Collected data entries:
* * * * * * *

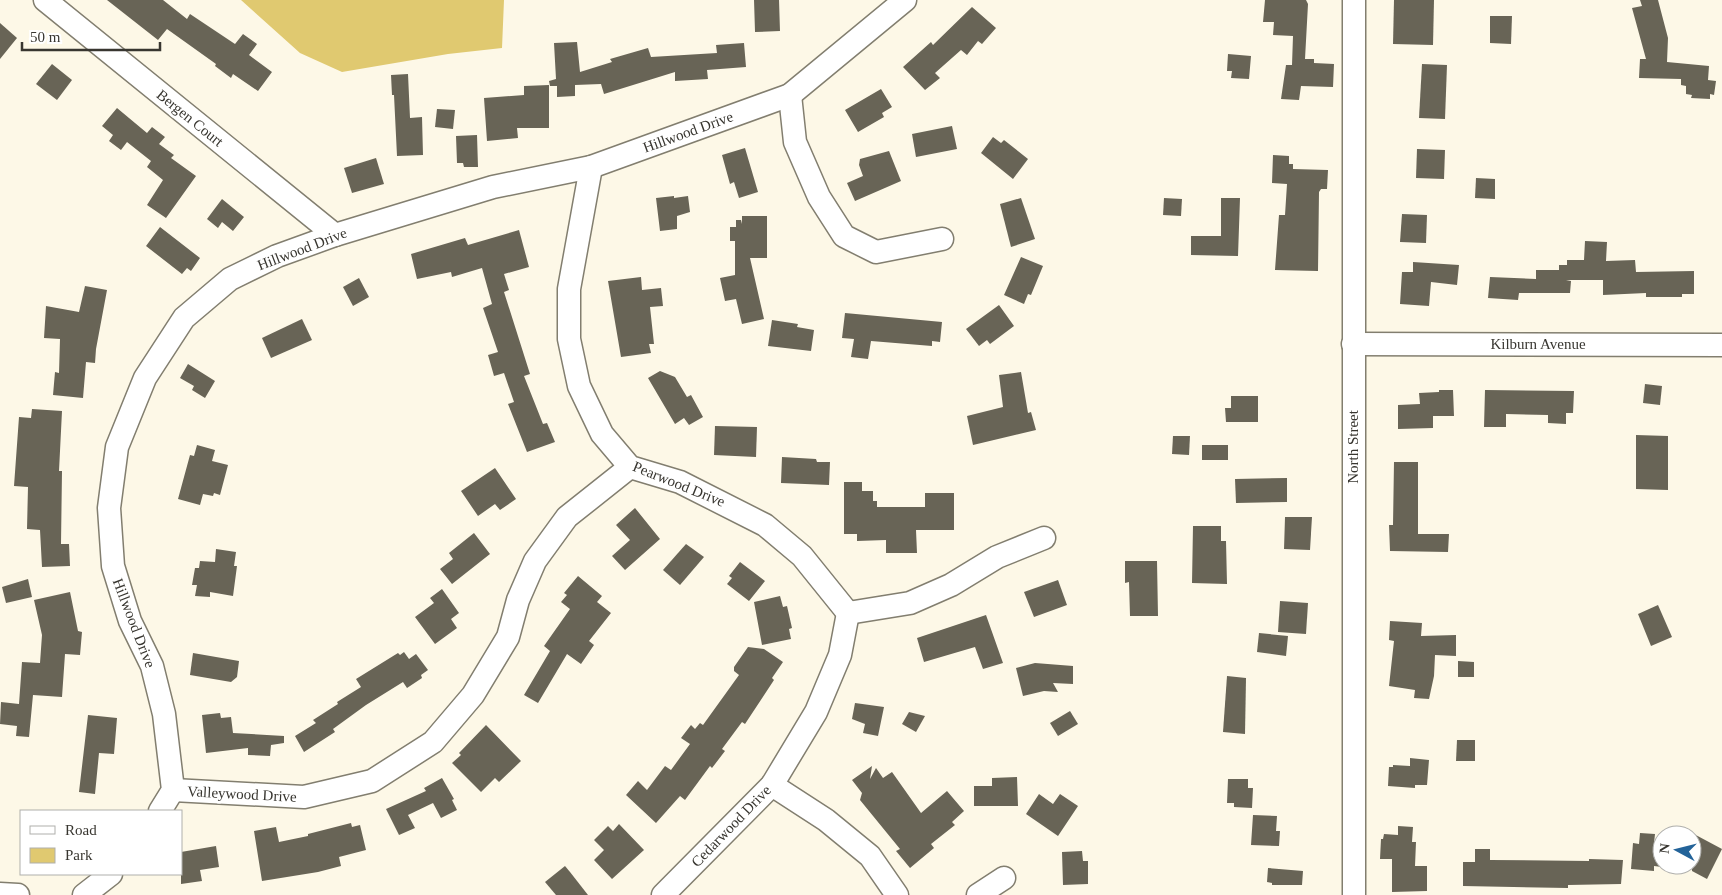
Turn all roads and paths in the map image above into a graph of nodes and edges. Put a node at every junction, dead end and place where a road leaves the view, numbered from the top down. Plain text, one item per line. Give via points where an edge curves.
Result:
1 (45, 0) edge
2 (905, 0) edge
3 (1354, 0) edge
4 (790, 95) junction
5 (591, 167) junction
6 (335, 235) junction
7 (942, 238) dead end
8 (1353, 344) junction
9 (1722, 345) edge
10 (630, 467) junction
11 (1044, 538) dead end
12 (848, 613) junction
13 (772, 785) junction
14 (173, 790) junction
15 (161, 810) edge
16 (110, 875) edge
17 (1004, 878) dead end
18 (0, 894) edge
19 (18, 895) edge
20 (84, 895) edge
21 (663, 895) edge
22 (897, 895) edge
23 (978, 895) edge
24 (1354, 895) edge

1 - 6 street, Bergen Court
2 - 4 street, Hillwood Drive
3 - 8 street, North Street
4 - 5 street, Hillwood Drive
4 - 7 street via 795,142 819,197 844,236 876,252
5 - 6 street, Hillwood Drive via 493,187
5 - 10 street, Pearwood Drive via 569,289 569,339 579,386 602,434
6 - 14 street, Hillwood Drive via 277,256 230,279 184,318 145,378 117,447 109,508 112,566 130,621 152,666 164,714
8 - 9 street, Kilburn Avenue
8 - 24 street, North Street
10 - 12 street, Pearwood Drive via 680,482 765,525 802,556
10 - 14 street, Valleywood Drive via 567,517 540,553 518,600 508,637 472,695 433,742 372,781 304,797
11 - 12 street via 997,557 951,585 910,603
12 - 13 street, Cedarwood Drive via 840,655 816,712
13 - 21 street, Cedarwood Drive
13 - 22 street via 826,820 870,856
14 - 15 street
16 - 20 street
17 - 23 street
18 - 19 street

* * * * * * *

**Instructions for the task:** Reproduce all entries exactly. Pictures do not belong in the copy.

**Exercise solution:**
Turn all roads and paths in the map image above into a graph of nodes and edges. Put a node at every junction, dead end and place where a road leaves the view, numbered from the top down. Plain text, one item per line. Give via points where an edge curves.
Result:
1 (45, 0) edge
2 (905, 0) edge
3 (1354, 0) edge
4 (790, 95) junction
5 (591, 167) junction
6 (335, 235) junction
7 (942, 238) dead end
8 (1353, 344) junction
9 (1722, 345) edge
10 (630, 467) junction
11 (1044, 538) dead end
12 (848, 613) junction
13 (772, 785) junction
14 (173, 790) junction
15 (161, 810) edge
16 (110, 875) edge
17 (1004, 878) dead end
18 (0, 894) edge
19 (18, 895) edge
20 (84, 895) edge
21 (663, 895) edge
22 (897, 895) edge
23 (978, 895) edge
24 (1354, 895) edge

1 - 6 street, Bergen Court
2 - 4 street, Hillwood Drive
3 - 8 street, North Street
4 - 5 street, Hillwood Drive
4 - 7 street via 795,142 819,197 844,236 876,252
5 - 6 street, Hillwood Drive via 493,187
5 - 10 street, Pearwood Drive via 569,289 569,339 579,386 602,434
6 - 14 street, Hillwood Drive via 277,256 230,279 184,318 145,378 117,447 109,508 112,566 130,621 152,666 164,714
8 - 9 street, Kilburn Avenue
8 - 24 street, North Street
10 - 12 street, Pearwood Drive via 680,482 765,525 802,556
10 - 14 street, Valleywood Drive via 567,517 540,553 518,600 508,637 472,695 433,742 372,781 304,797
11 - 12 street via 997,557 951,585 910,603
12 - 13 street, Cedarwood Drive via 840,655 816,712
13 - 21 street, Cedarwood Drive
13 - 22 street via 826,820 870,856
14 - 15 street
16 - 20 street
17 - 23 street
18 - 19 street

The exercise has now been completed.